- **WORK REQUIRED**:
Across the data below, state how many lines hold "hand", and reply with nothing but that number.

- **INPUT DATA**:
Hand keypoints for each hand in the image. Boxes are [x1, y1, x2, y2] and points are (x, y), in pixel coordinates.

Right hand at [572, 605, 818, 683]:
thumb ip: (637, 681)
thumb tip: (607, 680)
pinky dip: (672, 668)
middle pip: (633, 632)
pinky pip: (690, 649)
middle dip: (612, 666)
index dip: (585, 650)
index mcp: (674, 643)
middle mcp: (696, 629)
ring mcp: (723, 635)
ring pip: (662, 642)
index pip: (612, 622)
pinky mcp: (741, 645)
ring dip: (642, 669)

- **SOLUTION TO THIS TASK**:
2